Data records
Content starts
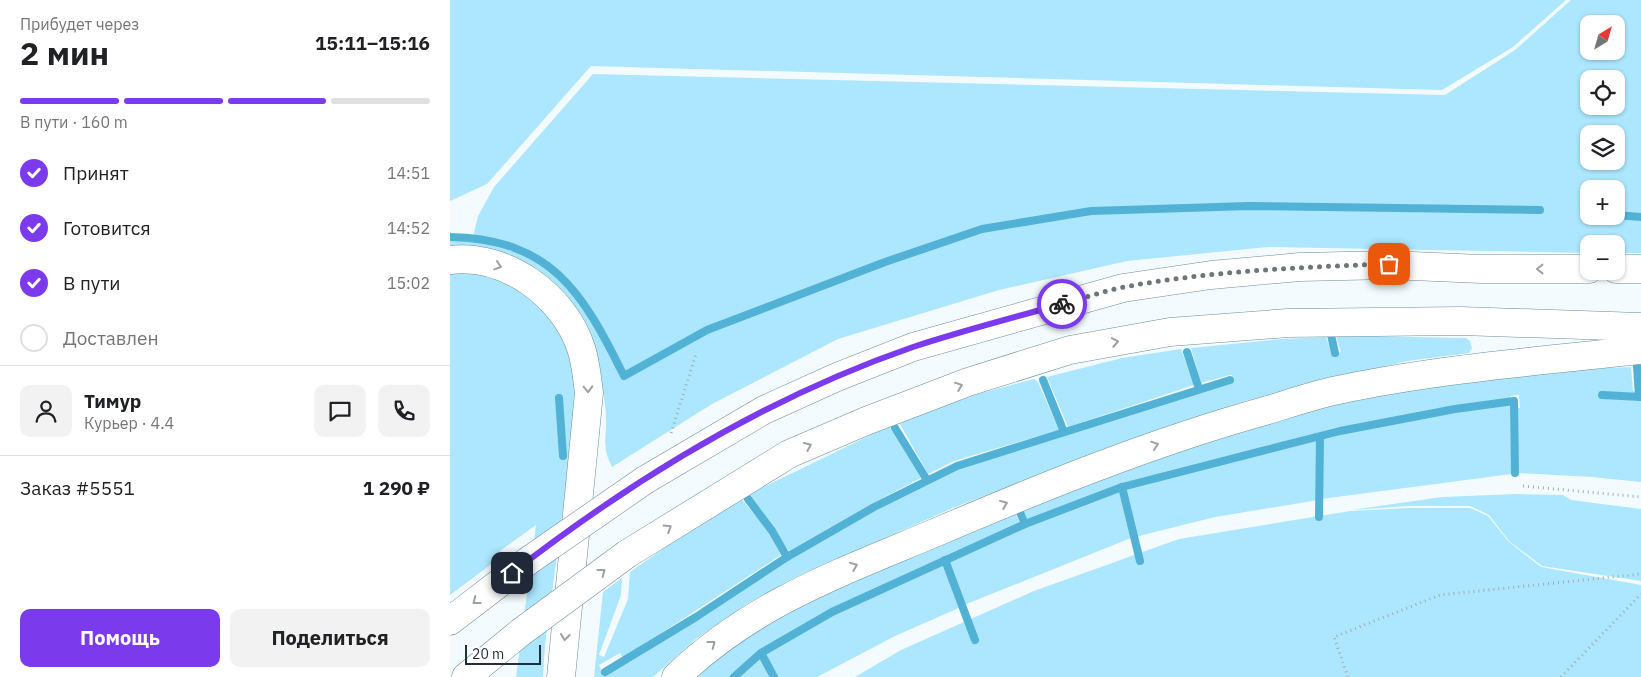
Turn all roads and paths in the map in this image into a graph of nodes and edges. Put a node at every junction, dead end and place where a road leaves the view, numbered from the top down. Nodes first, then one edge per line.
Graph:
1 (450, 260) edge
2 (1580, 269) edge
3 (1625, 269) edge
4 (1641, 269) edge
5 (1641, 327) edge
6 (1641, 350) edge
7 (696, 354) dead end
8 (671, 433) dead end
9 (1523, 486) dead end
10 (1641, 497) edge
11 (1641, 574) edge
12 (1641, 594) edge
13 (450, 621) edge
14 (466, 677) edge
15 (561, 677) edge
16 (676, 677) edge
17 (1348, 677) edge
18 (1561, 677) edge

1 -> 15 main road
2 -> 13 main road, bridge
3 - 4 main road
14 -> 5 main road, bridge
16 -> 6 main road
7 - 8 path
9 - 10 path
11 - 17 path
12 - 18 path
Content ends
Content starts
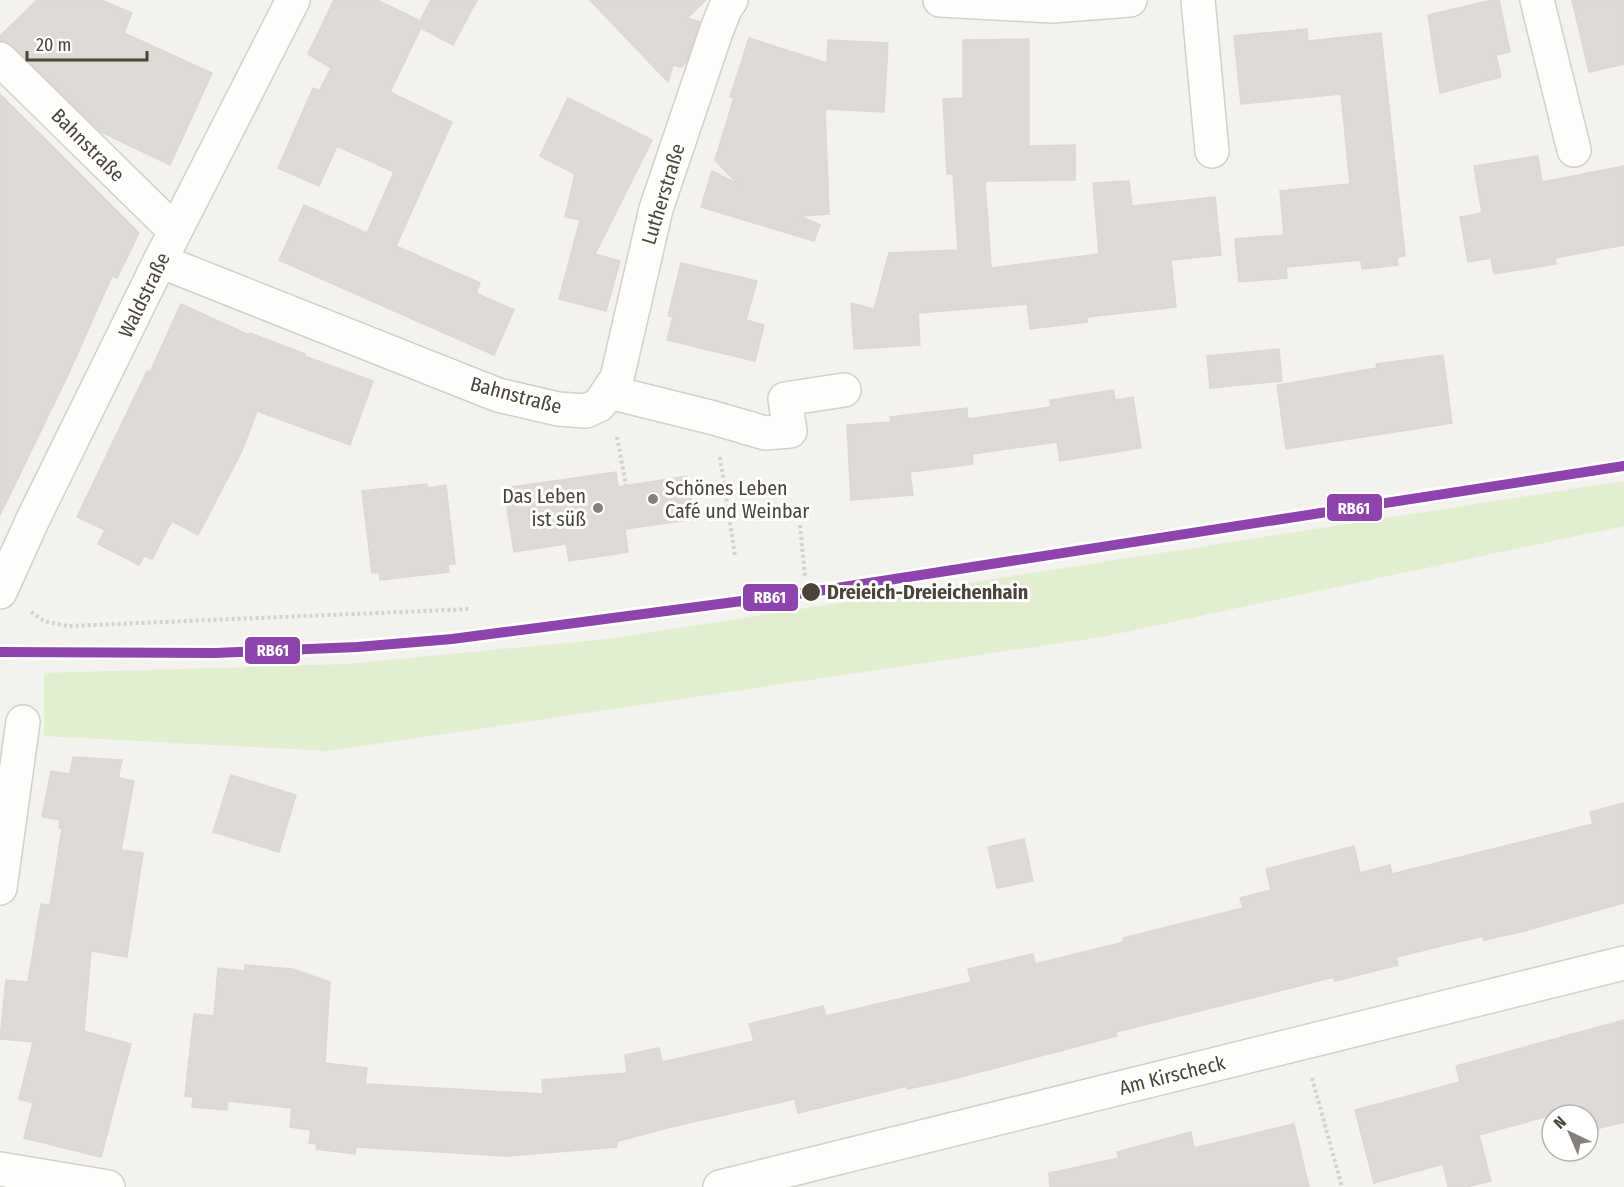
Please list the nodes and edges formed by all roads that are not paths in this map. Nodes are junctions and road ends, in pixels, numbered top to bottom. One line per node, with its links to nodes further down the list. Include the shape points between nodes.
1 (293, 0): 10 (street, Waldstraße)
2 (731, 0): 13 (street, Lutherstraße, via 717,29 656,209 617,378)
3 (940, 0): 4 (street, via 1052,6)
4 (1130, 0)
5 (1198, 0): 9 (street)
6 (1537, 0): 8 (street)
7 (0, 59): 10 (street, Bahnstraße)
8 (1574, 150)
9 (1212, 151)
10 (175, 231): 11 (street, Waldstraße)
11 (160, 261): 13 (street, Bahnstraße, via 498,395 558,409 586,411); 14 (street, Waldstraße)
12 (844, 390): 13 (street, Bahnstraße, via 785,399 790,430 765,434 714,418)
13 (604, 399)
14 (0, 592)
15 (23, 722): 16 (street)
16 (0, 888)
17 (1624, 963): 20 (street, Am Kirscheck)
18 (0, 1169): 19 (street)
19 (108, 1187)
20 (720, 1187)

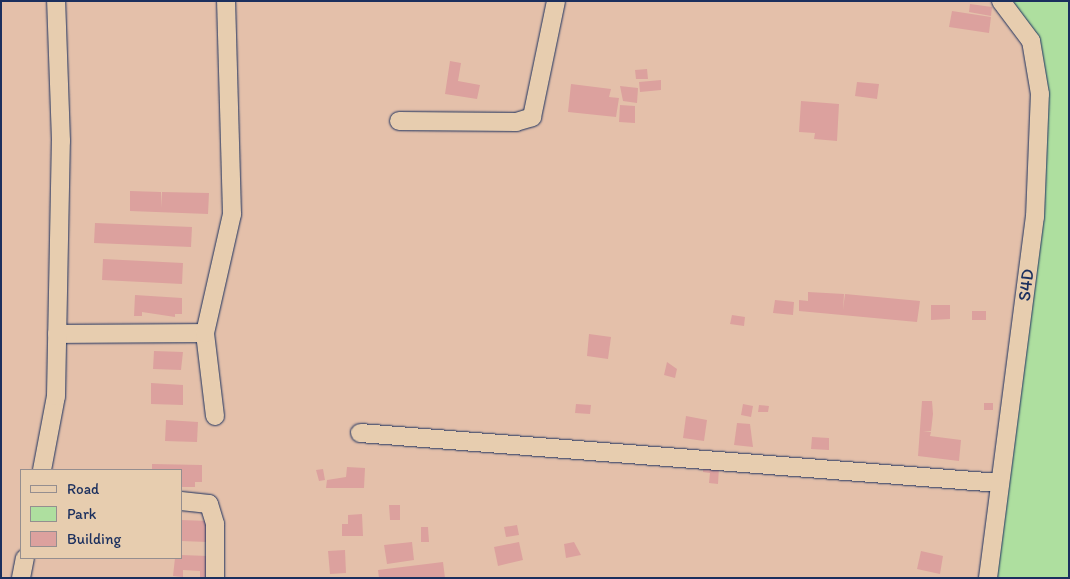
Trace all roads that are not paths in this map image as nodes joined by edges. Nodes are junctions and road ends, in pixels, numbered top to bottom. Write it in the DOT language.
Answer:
Content ends
▶ [Problem description] The records are given above. Copy each line in them that holds "image".

▶ [Answer space]
Turn all roads and paths in the map in this image into a graph of nodes and edges. Put a node at every junction, dead end and place where a road leaves the view, numbered from the top down. Nodes first, then one edge per line.
Trace all roads that are not paths in this map image as nodes joined by edges. Nodes are junctions and road ends, in pixels, numbered top to bottom. Write it in the DOT language.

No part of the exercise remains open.